===== Dataset content
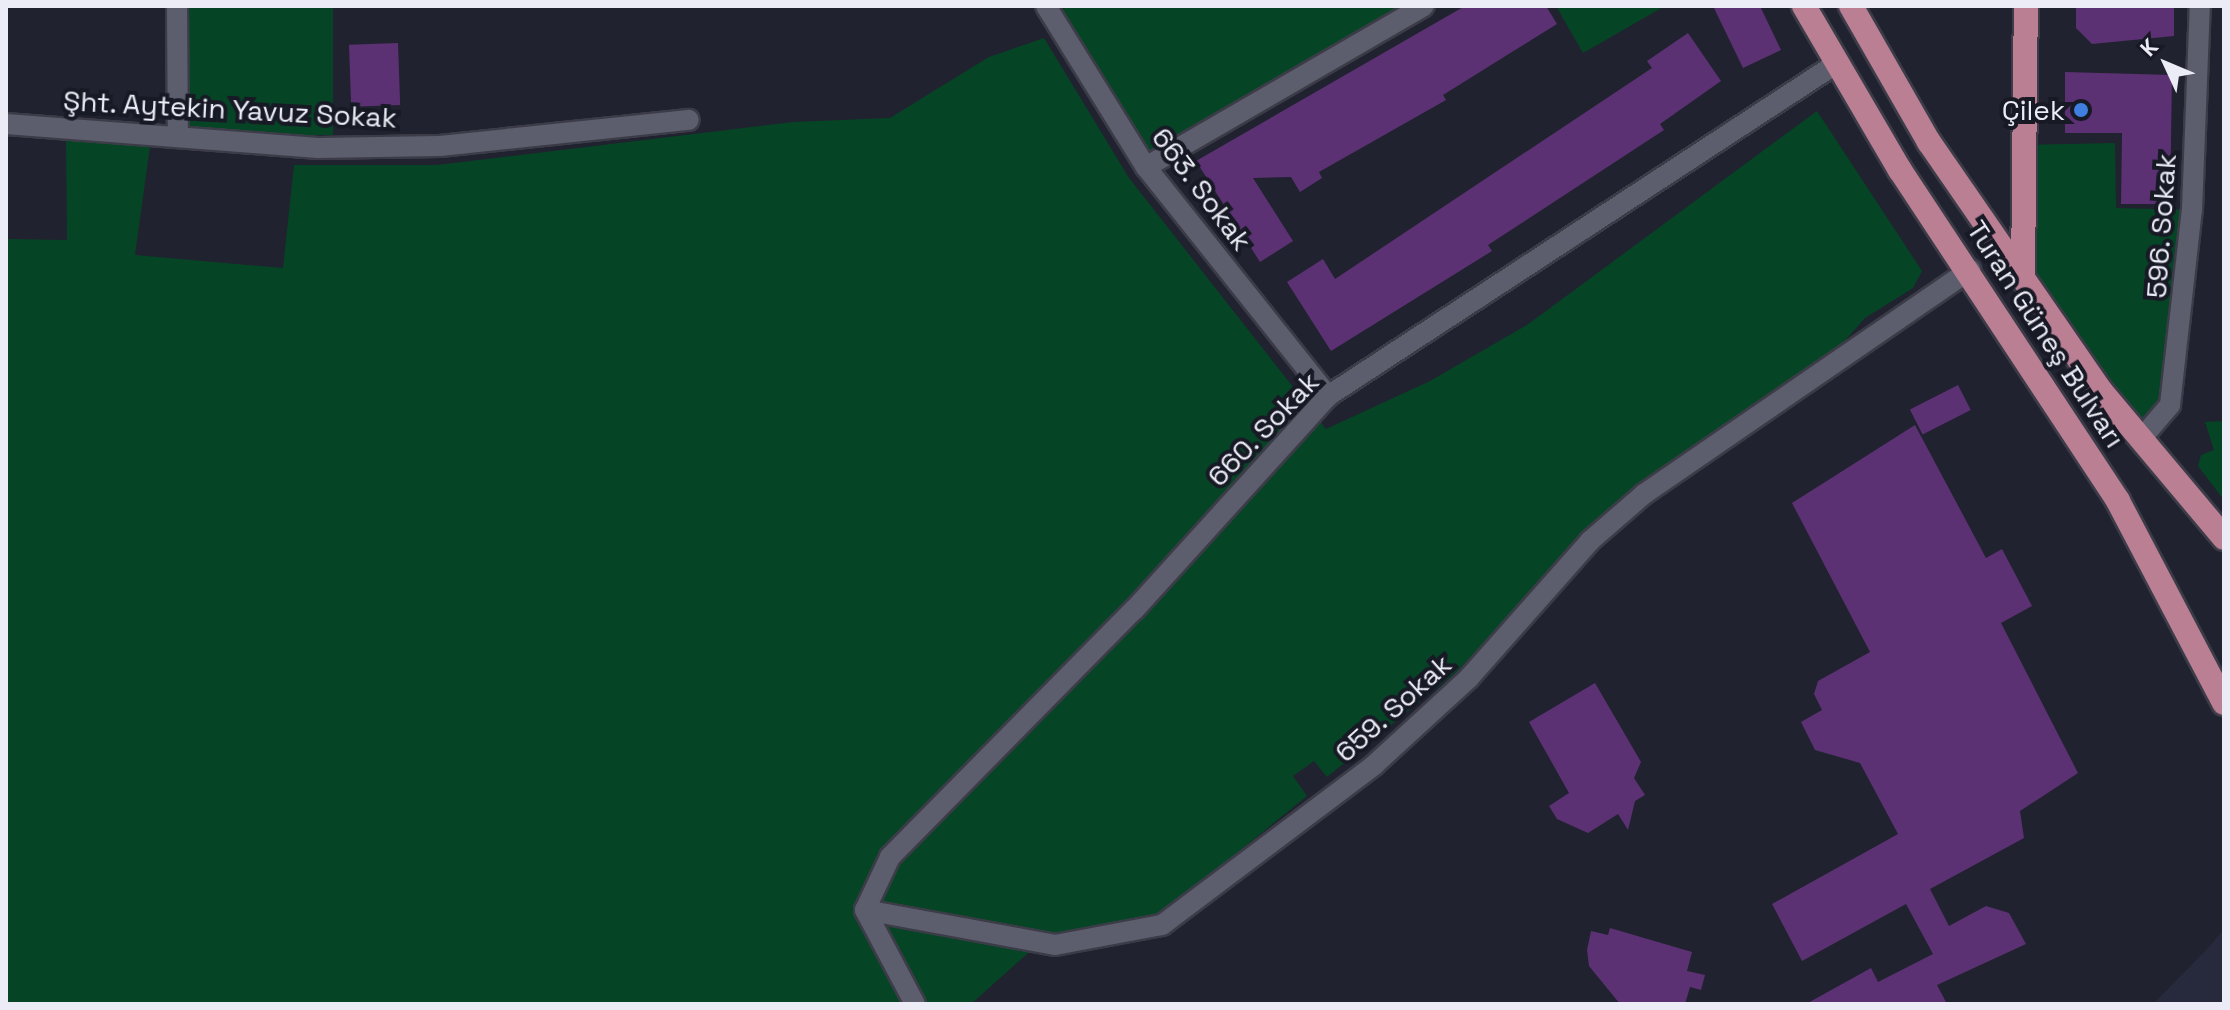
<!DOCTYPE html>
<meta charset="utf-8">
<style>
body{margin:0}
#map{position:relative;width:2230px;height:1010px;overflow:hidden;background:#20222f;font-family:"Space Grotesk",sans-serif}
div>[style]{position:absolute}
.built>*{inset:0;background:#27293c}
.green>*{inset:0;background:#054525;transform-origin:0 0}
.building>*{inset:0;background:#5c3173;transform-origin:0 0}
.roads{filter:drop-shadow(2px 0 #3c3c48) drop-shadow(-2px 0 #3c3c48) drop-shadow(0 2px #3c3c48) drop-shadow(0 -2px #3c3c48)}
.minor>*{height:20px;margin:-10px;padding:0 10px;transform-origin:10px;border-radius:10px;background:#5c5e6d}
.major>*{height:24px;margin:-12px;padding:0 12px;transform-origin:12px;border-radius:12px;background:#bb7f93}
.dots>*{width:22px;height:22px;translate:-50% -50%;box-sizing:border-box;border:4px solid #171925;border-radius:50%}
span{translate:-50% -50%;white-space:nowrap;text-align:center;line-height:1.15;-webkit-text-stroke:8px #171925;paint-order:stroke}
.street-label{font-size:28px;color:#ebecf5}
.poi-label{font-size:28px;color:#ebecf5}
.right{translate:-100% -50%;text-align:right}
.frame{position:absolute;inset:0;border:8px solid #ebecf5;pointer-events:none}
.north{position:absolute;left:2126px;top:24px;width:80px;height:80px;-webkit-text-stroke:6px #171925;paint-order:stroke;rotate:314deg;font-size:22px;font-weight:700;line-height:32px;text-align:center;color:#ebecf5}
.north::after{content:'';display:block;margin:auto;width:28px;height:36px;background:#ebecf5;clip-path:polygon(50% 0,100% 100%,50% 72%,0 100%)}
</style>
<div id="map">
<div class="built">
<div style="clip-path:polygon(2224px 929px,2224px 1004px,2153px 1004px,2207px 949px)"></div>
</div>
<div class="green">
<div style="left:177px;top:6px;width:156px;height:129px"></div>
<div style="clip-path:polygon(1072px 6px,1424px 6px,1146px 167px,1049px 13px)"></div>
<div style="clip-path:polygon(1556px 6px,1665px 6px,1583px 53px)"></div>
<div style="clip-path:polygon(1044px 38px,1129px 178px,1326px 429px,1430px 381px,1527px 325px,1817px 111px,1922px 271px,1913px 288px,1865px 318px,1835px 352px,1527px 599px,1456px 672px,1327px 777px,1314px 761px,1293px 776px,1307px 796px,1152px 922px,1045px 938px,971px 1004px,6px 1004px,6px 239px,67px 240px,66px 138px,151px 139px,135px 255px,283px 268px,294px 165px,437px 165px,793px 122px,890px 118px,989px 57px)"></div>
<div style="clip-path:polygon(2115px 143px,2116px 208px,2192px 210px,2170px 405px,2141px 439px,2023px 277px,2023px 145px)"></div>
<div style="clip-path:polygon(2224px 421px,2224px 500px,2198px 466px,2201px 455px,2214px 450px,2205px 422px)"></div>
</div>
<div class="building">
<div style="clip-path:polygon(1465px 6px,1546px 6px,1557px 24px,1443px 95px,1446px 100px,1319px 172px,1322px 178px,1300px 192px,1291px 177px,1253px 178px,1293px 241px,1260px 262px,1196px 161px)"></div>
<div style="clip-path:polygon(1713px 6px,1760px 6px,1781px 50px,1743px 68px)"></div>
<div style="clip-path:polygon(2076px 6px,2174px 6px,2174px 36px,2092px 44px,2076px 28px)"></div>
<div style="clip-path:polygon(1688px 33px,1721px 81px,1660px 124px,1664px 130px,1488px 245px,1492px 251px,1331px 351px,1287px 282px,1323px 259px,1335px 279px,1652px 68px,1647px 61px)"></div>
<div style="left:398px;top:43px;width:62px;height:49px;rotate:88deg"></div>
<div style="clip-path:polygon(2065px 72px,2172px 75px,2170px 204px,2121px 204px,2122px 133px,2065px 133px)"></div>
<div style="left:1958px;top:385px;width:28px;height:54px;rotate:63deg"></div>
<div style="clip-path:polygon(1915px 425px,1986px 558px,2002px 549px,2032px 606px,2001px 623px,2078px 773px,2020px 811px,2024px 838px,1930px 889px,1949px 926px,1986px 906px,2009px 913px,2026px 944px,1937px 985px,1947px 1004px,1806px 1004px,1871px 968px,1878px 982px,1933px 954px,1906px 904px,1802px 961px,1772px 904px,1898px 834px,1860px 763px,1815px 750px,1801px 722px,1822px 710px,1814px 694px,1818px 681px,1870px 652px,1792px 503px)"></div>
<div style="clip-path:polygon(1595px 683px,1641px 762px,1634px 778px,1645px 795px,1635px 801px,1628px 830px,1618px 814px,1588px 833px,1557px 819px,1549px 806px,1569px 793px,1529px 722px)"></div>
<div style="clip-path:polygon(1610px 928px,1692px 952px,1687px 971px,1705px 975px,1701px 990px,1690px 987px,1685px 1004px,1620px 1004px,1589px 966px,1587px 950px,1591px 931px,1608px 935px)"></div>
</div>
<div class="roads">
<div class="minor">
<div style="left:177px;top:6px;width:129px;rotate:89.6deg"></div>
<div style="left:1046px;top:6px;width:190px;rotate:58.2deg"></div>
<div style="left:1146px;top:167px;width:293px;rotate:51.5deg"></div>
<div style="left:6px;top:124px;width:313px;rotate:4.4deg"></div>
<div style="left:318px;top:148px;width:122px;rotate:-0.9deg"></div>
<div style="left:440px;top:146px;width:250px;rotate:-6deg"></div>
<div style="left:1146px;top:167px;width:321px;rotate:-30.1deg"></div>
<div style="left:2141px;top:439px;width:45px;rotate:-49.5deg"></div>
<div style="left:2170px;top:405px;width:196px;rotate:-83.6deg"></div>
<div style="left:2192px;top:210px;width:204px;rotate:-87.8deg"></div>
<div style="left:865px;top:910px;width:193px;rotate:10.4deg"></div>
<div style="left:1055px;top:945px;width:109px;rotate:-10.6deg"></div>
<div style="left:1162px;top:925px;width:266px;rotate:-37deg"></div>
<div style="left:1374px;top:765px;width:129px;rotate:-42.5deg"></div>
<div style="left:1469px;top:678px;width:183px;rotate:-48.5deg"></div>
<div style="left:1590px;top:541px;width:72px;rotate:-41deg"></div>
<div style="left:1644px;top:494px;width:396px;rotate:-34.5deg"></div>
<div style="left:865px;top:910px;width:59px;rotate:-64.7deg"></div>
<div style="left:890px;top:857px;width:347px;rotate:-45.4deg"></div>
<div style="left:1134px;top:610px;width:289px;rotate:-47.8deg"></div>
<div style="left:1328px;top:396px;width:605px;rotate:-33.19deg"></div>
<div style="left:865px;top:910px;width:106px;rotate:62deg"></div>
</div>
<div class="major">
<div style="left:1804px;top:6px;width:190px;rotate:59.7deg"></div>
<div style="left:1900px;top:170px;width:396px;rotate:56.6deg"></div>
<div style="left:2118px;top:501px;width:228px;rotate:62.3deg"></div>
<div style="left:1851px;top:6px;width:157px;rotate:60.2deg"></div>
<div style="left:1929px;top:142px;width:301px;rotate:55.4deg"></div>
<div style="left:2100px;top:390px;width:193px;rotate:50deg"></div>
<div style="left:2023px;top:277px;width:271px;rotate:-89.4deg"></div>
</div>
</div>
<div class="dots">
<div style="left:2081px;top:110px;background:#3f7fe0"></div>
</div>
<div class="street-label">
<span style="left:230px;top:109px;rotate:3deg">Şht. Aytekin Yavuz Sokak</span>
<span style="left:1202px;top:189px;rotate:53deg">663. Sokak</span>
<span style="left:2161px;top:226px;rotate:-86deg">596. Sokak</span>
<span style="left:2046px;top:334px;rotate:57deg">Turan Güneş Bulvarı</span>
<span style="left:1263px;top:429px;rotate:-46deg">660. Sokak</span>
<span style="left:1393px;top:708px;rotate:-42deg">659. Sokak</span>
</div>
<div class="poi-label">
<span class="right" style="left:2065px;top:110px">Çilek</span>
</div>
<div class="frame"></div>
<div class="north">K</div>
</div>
==========
Locate and copy each line in the data above that includes the word "green".

.green>*{inset:0;background:#054525;transform-origin:0 0}
<div class="green">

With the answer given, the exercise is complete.